ここまで書いた上で、どうしても言っておきたいことがある。新作のうる星やつらから、人を楽しませようという気が感じられないのだ。これは具体的な例はなく、直感的なものだ。確かに新作でもキャラクターはしゃべり、ドタバタ劇を演じているのだが、心のどこかに出来の悪い高校生の演劇を見ているような気持ちになるのだ。スタッフ全体が、アニメを作るのが精一杯で、それを見た人の気持ちまで考えられていないように思う。

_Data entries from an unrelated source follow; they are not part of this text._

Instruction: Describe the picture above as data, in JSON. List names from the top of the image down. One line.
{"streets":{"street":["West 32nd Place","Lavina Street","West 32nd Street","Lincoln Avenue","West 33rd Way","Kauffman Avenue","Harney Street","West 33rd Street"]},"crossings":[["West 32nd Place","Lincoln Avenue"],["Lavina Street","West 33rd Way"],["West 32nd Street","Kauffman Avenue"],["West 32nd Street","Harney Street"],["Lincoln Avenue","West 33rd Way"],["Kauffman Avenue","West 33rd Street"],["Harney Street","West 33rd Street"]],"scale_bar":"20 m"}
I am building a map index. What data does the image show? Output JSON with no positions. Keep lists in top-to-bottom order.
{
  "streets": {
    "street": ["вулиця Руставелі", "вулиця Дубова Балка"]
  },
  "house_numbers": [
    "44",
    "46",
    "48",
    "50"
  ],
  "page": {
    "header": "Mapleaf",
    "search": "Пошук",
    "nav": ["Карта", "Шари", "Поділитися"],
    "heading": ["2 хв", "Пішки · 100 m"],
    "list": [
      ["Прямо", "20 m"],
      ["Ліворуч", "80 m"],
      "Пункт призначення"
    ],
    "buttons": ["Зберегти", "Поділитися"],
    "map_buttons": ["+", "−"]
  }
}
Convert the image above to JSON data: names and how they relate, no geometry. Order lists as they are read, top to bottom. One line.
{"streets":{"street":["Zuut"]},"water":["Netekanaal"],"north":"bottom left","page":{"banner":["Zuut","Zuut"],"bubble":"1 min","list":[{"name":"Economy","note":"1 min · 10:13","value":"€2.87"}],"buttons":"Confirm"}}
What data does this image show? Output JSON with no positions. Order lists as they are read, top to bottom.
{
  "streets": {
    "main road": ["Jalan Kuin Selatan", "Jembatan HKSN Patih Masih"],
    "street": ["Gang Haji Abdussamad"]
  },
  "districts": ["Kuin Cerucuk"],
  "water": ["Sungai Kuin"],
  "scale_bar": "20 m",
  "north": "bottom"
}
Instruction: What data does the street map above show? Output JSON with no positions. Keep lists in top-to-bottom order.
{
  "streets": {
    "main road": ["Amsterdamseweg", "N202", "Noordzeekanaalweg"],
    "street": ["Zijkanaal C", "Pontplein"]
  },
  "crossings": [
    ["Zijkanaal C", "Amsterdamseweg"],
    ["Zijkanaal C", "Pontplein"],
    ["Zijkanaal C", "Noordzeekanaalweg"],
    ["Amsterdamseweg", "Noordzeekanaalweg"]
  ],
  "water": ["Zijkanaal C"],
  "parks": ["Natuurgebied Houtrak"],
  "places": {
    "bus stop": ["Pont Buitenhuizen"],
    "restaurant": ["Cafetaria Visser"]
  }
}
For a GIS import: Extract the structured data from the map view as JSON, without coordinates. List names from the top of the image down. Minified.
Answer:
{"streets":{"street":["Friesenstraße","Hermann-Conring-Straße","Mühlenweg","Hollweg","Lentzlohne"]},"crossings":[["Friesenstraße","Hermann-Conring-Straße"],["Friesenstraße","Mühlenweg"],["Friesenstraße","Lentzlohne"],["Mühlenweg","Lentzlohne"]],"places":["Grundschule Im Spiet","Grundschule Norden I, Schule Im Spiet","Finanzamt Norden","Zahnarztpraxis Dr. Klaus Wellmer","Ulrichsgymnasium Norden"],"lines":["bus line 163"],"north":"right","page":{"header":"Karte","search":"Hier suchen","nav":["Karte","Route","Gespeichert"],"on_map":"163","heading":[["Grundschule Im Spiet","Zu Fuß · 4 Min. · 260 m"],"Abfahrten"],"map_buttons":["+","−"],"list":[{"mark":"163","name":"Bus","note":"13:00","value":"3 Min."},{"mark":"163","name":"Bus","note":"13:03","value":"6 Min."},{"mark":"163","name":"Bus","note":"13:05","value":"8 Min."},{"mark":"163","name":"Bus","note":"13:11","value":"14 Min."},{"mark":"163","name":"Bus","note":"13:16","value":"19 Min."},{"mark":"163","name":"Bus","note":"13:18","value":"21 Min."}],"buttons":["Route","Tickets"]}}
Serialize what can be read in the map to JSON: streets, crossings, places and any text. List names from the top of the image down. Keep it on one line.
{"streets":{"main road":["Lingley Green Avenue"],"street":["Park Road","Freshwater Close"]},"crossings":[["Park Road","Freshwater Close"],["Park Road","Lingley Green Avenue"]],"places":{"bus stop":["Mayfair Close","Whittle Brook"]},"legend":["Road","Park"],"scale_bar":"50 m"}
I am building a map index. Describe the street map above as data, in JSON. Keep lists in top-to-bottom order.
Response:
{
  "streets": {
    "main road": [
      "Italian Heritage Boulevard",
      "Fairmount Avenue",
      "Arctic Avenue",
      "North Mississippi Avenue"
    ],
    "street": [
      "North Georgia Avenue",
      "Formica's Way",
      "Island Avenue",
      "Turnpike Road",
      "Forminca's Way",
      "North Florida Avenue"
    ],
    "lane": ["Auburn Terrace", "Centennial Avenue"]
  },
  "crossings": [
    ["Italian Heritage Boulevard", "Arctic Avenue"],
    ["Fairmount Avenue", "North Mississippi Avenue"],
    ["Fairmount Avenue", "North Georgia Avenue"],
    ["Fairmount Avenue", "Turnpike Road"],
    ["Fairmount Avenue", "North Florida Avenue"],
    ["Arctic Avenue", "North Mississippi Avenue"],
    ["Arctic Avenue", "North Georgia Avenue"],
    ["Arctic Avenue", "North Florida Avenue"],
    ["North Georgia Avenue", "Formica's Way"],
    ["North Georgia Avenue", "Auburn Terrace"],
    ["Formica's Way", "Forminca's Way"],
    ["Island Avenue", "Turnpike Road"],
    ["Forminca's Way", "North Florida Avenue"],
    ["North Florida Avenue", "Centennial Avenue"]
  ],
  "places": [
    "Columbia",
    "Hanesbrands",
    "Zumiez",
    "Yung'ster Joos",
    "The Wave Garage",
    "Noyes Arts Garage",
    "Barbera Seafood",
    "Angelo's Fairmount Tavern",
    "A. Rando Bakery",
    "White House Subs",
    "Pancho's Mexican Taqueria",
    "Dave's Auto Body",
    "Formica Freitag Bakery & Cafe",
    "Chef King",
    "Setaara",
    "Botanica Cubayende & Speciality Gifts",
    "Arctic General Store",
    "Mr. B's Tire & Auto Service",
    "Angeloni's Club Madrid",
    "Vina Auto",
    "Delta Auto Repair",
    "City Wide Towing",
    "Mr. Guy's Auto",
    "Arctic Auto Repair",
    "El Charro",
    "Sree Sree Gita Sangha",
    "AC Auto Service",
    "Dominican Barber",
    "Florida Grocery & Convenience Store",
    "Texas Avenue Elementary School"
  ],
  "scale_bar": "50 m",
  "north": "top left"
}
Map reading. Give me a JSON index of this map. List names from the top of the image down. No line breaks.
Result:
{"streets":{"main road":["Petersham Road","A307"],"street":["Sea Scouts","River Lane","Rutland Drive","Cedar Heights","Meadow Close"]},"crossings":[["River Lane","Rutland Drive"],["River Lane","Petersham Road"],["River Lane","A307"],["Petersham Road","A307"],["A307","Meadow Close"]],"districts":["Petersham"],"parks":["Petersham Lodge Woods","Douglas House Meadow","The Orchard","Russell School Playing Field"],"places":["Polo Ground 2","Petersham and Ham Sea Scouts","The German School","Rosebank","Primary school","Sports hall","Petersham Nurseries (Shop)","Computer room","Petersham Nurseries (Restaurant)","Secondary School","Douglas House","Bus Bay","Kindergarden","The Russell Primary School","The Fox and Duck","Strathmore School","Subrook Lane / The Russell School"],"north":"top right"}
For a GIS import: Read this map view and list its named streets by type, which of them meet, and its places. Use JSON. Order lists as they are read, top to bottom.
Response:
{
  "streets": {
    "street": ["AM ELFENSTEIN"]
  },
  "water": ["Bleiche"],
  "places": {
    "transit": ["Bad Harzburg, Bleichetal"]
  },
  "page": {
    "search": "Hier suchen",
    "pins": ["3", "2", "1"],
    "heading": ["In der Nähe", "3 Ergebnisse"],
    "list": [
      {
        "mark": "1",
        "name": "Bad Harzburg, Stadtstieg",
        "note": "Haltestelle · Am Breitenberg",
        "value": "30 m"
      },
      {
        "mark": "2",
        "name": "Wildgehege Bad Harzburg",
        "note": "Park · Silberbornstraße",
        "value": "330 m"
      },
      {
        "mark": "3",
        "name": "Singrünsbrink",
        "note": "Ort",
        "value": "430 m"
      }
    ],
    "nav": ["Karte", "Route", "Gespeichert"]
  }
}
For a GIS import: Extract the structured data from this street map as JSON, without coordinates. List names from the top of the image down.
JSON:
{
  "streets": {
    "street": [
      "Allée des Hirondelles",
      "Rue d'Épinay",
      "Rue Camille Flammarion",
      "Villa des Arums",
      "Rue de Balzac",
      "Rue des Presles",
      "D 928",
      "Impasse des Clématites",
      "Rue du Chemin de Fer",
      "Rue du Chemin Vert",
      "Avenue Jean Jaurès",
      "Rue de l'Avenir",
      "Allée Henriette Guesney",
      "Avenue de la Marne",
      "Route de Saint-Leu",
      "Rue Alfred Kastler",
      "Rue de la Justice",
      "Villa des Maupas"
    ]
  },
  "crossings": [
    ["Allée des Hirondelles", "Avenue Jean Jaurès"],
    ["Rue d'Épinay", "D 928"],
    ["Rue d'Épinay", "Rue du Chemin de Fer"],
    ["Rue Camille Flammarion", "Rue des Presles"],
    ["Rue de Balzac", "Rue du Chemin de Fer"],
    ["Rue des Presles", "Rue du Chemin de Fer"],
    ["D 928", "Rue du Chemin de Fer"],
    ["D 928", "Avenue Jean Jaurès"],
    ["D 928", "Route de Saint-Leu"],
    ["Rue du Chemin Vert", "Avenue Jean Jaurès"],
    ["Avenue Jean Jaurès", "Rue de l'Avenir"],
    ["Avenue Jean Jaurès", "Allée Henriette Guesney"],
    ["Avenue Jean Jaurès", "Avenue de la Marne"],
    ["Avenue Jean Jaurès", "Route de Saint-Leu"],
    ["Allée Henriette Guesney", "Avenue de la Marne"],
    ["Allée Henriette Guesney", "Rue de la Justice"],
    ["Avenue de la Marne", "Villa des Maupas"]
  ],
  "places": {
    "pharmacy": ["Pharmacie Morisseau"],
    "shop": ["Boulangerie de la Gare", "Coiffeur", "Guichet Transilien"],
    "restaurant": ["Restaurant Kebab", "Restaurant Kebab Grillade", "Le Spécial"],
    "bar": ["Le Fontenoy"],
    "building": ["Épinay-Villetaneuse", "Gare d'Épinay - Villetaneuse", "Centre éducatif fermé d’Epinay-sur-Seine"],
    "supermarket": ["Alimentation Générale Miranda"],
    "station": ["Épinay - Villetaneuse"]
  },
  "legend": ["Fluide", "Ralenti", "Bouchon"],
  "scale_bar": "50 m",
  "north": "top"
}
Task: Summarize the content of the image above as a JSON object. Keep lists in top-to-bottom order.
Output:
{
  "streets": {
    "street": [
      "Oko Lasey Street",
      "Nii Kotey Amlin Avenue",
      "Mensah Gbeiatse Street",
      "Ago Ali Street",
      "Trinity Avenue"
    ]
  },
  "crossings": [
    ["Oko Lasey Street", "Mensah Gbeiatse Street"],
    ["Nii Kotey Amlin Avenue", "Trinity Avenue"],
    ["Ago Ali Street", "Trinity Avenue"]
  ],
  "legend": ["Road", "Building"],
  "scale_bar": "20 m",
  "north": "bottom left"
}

これが昨今のコロナによる影響なのか、制作体制の問題なのか、3DCGの利用による弊害なのかはわからない。
ただ、なんとなく、アニメの未来は暗い。そんな気になるのだ。
技術は上がってるはずなのになぜ30年前のアニメより動かないのか?
散々書いてきたが、アニメーションは動いてなんぼの世界だ。
コンピューターの発達によりアニメ作りはかなり効率化されているはずである。それなのに、この程度のクオリティしか出せないのはなぜなのか。30年前のアニメよりも動かないというのは大問題だと思う。30年前の車と今の車で、30年前の方が馬力や燃費が良かったら皆さんはどう思うだろうか。
ラムちゃんの笑顔もあたるの言動も、ひどく滑稽に見えてきてしまう。
単純にもっと動かせないものかと疑問に思ってしまうのだ。
もっと動かせ・・・もっと動いてくれ
昨今のアニメが動かないこと自体は私も良く知っている。
だが、うる星やつらというアニメでそれを実行してほしくはなかった。
なぜうる星やつらが面白かったのか、今一度制作サイドに考え直してほしい。出なければ、この新うる星やつらから始めて高橋留美子の世界に入ってきた人が「なんだ、この程度か」と思い、結局旧ファンも呆れさせ新規獲得にも至れない失敗作が出来上がり続けてしまう。
どうか、どうかお願いだから、30年前のクリエイターに笑われないような面白いアニメを作ってほしいと切に願う。